<<<<

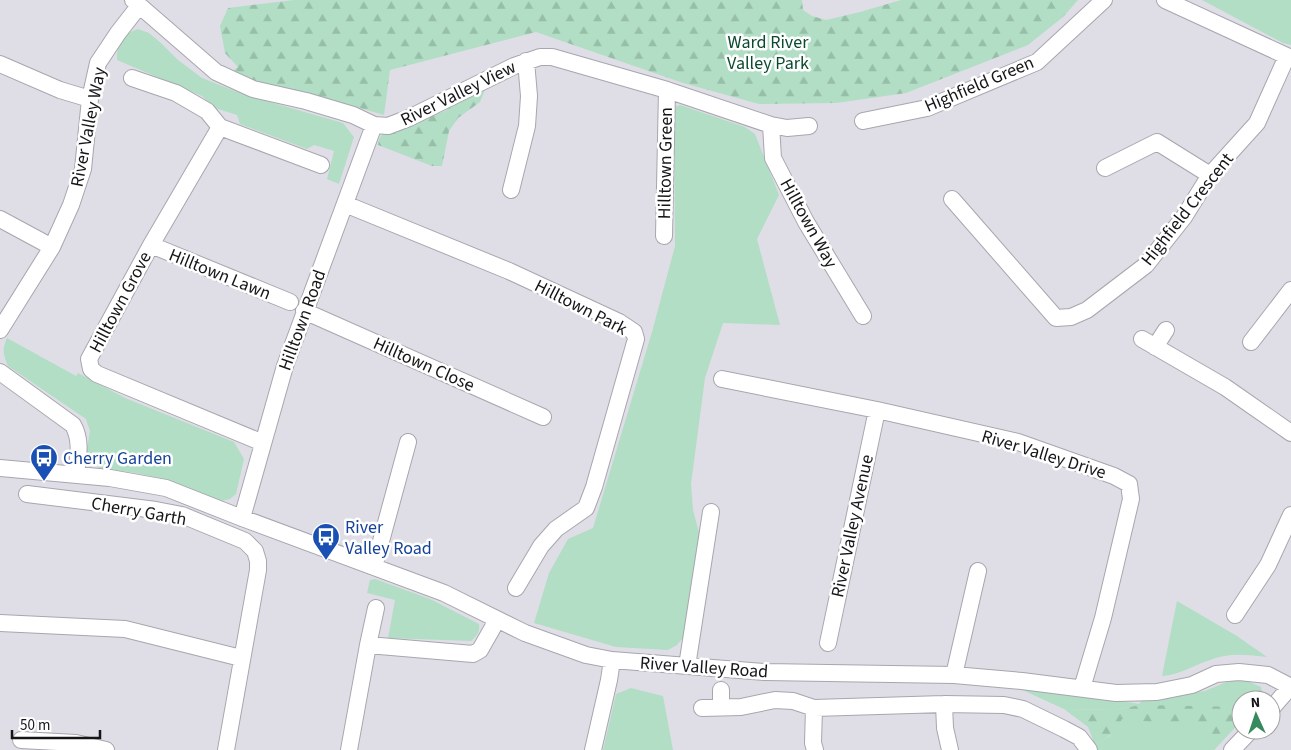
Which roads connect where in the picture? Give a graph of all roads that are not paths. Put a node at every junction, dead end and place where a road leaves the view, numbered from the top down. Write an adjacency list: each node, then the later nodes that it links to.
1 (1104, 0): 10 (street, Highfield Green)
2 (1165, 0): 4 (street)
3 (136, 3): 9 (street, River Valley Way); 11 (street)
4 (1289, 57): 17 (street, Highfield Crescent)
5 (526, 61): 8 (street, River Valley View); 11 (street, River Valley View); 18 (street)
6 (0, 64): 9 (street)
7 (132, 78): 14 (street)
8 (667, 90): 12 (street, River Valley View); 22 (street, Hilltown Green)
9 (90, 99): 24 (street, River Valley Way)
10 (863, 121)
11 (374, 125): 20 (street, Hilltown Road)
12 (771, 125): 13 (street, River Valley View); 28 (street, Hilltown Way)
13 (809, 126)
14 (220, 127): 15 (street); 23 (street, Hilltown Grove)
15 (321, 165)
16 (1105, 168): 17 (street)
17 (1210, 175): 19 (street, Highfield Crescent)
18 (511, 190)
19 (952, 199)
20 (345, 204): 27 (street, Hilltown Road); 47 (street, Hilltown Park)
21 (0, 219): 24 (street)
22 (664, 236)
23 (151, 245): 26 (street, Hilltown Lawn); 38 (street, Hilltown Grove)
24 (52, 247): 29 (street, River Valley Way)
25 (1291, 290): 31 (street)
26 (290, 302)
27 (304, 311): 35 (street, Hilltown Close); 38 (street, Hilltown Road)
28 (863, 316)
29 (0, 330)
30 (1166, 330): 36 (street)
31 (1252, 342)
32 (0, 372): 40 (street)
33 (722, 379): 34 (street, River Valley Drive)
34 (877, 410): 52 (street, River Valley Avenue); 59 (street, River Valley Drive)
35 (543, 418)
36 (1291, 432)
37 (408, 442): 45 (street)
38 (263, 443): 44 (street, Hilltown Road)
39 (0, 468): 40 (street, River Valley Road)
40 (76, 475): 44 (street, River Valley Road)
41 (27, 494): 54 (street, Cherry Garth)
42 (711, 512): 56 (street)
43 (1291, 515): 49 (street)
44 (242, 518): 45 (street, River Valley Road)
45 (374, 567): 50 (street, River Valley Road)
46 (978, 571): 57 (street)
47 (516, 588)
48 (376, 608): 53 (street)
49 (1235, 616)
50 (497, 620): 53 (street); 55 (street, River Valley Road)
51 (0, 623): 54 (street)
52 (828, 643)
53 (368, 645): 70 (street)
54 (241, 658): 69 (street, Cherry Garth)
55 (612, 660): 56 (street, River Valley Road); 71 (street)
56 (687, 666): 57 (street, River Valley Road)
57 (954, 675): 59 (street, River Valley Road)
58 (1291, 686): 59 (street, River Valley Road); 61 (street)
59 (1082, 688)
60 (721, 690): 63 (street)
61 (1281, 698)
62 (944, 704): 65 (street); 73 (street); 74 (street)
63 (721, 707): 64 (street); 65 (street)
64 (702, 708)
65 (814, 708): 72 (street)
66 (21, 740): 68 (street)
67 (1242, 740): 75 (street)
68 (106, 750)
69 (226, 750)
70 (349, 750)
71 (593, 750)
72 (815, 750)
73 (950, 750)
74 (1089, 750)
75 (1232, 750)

>>>>
<<<<

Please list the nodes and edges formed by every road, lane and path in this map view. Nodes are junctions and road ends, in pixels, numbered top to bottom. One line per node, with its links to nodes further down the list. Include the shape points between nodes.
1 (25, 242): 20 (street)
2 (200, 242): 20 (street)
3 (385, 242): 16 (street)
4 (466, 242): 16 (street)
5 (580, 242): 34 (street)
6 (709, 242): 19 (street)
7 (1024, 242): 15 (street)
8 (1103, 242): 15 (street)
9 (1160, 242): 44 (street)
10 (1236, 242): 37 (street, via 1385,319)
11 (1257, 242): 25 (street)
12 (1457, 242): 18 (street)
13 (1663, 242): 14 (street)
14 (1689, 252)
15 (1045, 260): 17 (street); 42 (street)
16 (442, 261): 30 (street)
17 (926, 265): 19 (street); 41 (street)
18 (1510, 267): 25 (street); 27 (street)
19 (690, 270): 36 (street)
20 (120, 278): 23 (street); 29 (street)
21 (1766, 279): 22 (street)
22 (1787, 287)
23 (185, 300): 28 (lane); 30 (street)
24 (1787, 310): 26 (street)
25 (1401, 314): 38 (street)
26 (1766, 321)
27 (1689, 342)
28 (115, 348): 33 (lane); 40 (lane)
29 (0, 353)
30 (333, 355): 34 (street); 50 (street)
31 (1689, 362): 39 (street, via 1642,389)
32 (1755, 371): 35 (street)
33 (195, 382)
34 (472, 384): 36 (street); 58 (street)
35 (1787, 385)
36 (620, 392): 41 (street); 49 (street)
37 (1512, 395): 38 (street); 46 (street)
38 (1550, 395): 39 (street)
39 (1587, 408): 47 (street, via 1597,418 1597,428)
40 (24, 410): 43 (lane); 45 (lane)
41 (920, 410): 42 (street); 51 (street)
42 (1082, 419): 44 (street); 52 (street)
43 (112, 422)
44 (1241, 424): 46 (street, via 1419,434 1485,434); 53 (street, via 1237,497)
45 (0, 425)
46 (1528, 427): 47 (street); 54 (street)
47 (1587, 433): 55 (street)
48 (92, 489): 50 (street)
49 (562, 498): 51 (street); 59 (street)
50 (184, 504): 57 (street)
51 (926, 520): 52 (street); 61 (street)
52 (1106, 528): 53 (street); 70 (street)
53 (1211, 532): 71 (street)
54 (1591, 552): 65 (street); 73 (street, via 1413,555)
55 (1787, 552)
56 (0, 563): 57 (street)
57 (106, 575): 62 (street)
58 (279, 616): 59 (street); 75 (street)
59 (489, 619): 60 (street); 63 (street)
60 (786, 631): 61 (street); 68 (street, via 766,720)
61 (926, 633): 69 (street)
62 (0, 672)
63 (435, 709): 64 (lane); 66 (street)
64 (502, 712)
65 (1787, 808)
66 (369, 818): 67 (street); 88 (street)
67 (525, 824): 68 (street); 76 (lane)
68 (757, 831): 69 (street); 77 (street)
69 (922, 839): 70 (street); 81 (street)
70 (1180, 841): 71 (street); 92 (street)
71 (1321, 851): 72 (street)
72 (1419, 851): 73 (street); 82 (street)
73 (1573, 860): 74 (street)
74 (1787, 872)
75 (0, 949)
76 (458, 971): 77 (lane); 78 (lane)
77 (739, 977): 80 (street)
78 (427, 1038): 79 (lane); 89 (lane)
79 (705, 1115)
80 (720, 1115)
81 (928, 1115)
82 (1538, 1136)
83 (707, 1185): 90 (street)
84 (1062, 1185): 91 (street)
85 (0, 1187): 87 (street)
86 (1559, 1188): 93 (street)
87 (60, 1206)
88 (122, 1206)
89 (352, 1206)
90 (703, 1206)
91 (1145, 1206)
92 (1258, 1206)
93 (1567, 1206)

>>>>
<<<<

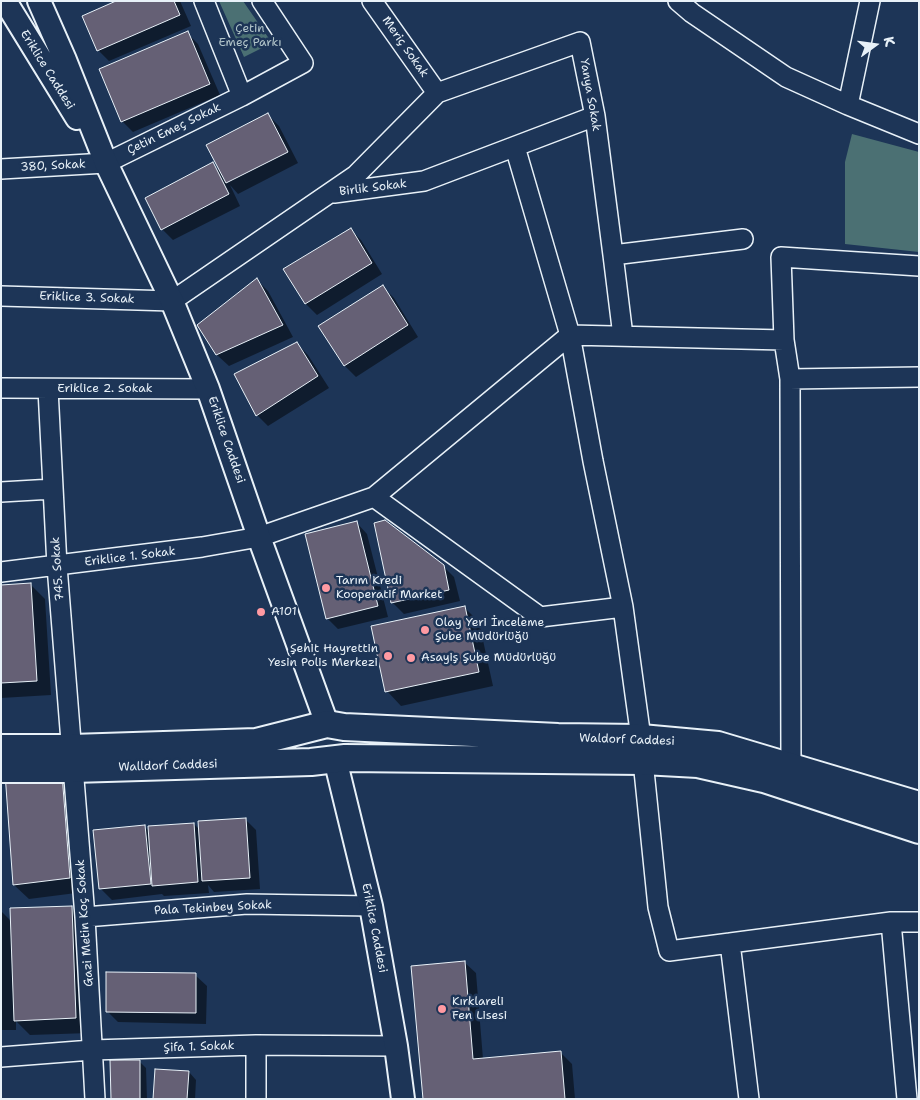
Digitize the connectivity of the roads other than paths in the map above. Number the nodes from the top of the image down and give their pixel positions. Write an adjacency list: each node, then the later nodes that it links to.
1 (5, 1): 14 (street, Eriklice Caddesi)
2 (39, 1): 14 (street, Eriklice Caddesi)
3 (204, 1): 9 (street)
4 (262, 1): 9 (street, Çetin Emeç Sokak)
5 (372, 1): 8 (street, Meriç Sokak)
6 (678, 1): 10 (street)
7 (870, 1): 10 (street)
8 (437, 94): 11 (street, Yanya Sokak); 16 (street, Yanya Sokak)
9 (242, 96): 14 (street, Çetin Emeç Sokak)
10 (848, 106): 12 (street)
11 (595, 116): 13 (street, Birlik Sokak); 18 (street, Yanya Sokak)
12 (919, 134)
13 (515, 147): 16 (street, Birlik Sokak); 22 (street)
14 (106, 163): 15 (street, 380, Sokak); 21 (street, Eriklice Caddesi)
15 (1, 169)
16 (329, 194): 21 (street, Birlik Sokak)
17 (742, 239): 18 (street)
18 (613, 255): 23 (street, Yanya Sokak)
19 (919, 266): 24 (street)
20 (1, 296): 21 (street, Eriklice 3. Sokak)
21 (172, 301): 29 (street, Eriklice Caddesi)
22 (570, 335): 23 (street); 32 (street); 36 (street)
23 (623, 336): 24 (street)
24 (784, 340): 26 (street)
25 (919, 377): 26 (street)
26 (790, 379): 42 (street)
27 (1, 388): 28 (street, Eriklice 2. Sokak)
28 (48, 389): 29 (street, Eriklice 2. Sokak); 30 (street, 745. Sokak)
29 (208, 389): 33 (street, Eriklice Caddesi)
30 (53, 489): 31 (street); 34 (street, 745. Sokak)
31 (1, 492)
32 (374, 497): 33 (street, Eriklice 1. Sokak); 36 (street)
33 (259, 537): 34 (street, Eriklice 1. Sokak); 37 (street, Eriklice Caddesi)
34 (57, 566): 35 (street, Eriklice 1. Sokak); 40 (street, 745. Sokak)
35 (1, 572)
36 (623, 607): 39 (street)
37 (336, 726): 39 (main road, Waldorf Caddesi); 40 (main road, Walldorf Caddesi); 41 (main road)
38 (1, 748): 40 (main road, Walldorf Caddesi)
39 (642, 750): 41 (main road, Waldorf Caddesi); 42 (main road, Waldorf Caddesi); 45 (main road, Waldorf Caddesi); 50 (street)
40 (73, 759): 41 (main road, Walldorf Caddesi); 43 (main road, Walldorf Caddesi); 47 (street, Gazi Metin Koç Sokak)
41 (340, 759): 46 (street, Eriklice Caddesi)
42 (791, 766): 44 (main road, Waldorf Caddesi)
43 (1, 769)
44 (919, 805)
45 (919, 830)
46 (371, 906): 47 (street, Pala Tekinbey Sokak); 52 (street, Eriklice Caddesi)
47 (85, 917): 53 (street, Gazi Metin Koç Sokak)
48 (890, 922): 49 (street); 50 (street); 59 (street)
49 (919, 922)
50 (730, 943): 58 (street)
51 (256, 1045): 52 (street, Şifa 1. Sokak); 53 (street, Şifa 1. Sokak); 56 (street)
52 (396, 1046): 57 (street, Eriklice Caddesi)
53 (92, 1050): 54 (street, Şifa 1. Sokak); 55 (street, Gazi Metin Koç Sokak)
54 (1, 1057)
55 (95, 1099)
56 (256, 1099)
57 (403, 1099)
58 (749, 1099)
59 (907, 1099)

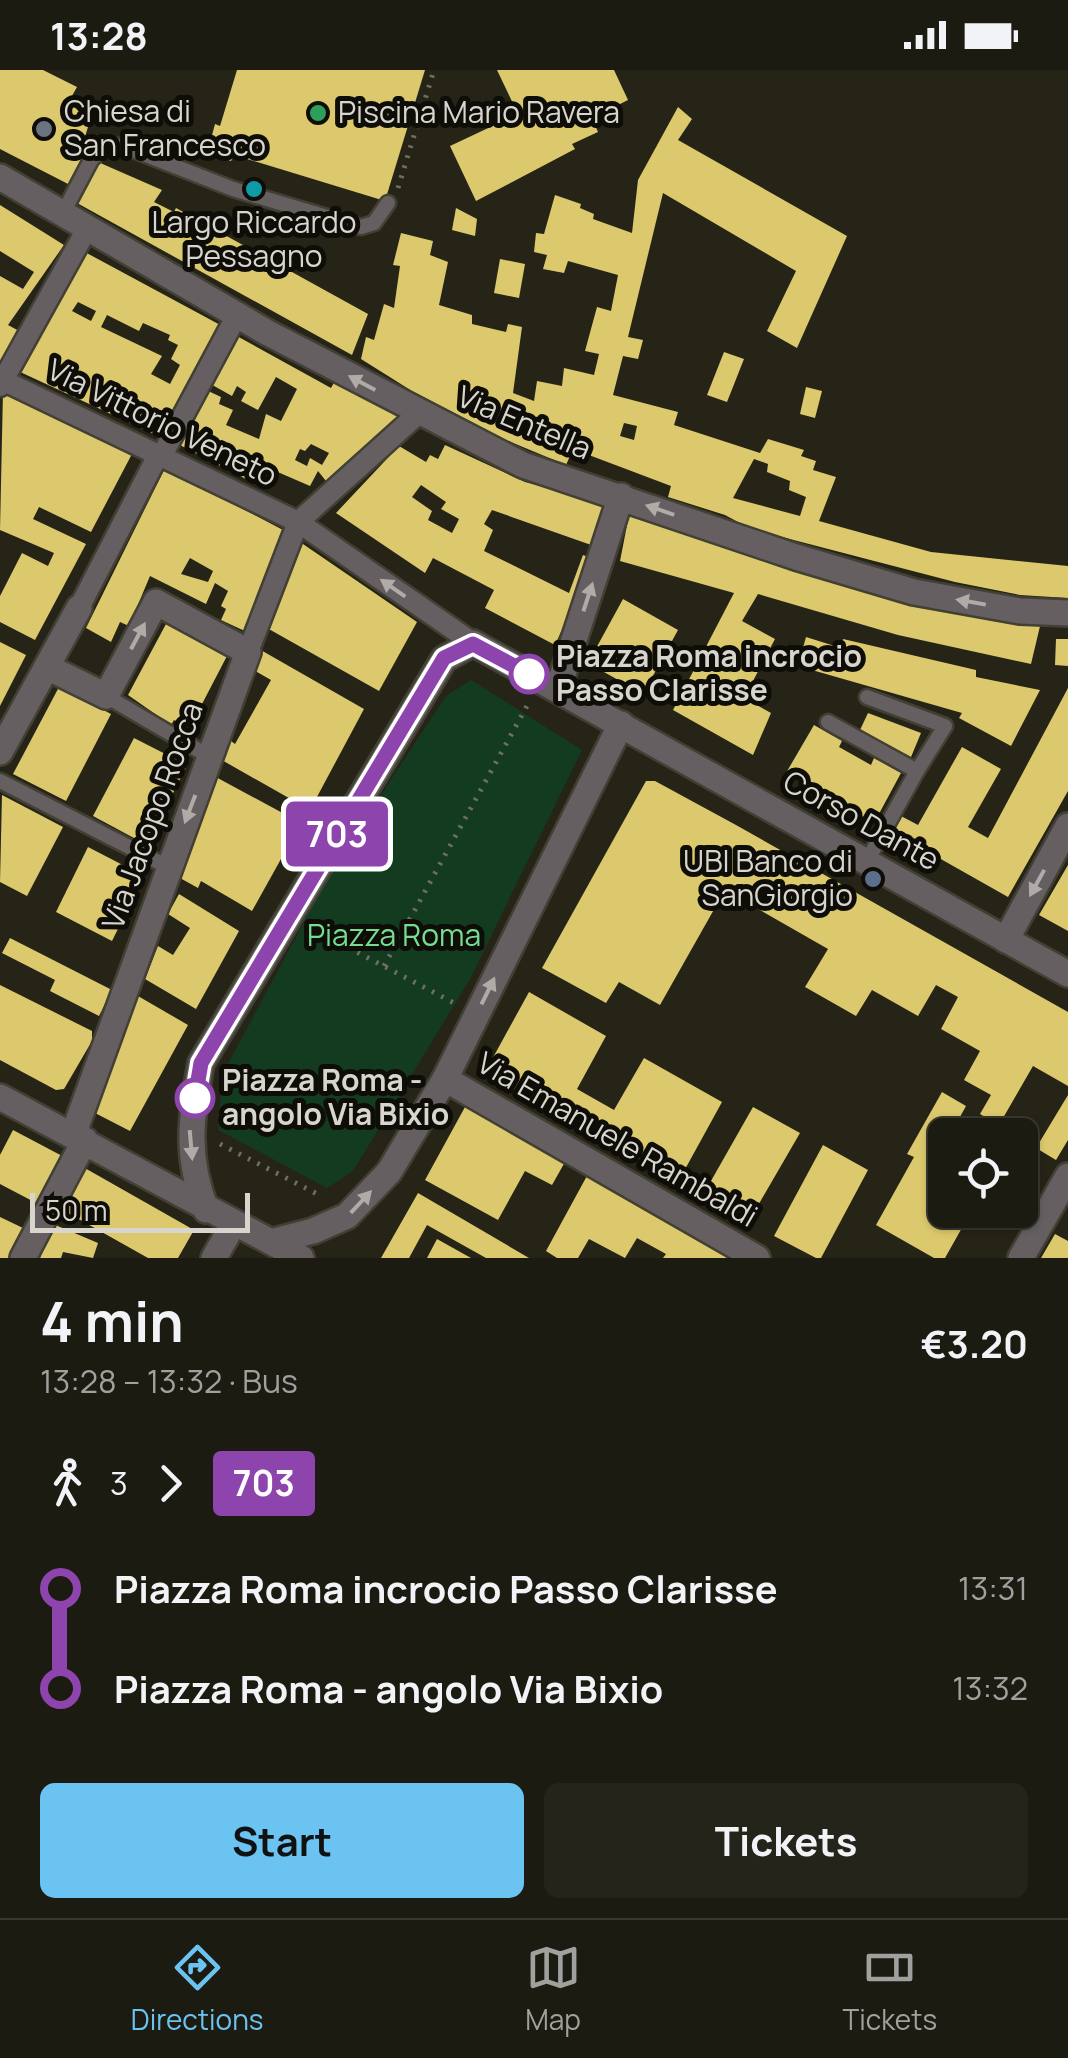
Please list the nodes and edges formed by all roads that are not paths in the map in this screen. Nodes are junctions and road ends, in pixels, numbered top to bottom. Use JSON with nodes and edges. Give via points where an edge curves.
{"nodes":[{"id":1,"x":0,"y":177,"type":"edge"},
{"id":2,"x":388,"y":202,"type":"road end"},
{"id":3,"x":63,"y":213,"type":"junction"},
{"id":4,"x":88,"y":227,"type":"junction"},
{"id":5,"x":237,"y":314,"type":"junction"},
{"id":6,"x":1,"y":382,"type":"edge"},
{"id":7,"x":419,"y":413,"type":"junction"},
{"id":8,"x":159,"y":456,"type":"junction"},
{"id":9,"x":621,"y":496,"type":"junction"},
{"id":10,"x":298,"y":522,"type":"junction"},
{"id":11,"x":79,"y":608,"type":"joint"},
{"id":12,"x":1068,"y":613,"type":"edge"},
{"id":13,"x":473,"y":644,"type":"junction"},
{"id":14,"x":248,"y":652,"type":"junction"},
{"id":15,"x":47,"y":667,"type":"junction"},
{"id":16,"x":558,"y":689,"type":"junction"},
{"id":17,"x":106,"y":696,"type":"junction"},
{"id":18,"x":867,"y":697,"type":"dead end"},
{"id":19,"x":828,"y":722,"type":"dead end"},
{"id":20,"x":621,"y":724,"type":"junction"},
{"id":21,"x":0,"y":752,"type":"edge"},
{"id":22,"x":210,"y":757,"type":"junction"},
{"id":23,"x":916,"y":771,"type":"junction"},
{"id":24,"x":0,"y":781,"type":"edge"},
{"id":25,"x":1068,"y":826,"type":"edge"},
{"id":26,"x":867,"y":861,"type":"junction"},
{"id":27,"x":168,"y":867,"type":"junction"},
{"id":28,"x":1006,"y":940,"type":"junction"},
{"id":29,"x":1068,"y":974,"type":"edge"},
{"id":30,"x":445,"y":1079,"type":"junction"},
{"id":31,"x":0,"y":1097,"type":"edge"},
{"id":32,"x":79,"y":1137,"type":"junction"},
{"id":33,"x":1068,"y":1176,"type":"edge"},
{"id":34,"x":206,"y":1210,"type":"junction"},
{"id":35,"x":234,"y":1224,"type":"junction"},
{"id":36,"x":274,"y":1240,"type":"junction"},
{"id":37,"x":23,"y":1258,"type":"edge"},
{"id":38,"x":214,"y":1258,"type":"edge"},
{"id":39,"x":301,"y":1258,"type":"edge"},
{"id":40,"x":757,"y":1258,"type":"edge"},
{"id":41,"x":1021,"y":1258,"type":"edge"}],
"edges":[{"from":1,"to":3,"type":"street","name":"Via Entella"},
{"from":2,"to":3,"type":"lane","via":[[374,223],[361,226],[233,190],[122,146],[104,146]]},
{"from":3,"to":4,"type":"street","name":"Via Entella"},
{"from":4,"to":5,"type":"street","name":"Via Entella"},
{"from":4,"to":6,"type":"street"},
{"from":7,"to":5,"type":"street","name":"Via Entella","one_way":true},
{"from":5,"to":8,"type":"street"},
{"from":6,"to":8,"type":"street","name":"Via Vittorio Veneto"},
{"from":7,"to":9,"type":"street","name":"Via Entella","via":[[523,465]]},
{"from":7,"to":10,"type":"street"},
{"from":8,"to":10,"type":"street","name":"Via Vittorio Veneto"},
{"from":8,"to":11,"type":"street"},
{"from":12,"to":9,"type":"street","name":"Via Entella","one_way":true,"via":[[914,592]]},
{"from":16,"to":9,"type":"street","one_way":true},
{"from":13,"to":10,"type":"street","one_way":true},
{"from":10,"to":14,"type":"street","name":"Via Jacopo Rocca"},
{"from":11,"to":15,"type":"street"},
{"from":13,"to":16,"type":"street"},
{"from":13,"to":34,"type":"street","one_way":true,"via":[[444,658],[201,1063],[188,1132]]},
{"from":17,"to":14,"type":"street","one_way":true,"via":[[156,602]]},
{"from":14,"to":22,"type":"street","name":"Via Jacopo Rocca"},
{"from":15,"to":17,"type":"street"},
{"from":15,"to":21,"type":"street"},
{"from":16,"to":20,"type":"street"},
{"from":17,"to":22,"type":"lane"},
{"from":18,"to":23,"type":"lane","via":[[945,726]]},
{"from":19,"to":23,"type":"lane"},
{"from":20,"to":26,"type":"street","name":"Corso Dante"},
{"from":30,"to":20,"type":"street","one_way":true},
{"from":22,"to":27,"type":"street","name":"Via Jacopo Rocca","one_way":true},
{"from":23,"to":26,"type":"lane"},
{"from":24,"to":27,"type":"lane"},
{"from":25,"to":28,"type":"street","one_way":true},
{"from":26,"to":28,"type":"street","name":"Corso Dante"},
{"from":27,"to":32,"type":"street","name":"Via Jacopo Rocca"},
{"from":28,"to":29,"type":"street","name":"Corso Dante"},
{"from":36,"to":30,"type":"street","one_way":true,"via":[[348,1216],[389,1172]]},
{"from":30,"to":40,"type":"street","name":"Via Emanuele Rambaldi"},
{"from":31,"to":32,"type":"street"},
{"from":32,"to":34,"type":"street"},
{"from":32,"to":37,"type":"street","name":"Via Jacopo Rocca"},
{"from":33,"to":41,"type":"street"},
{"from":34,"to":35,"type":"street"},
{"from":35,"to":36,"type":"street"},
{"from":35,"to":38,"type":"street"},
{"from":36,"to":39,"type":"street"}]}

>>>>

**Your task**
Look through the material above for the word "numbered" and copy every line that has it.

**Exercise answer**
Which roads connect where in the picture? Give a graph of all roads that are not paths. Put a node at every junction, dead end and place where a road leaves the view, numbered from the top down. Write an adjacency list: each node, then the later nodes that it links to.
Please list the nodes and edges formed by every road, lane and path in this map view. Nodes are junctions and road ends, in pixels, numbered top to bottom. One line per node, with its links to nodes further down the list. Include the shape points between nodes.
Please list the nodes and edges formed by all roads that are not paths in the map in this screen. Nodes are junctions and road ends, in pixels, numbered top to bottom. Use JSON with nodes and edges. Give via points where an edge curves.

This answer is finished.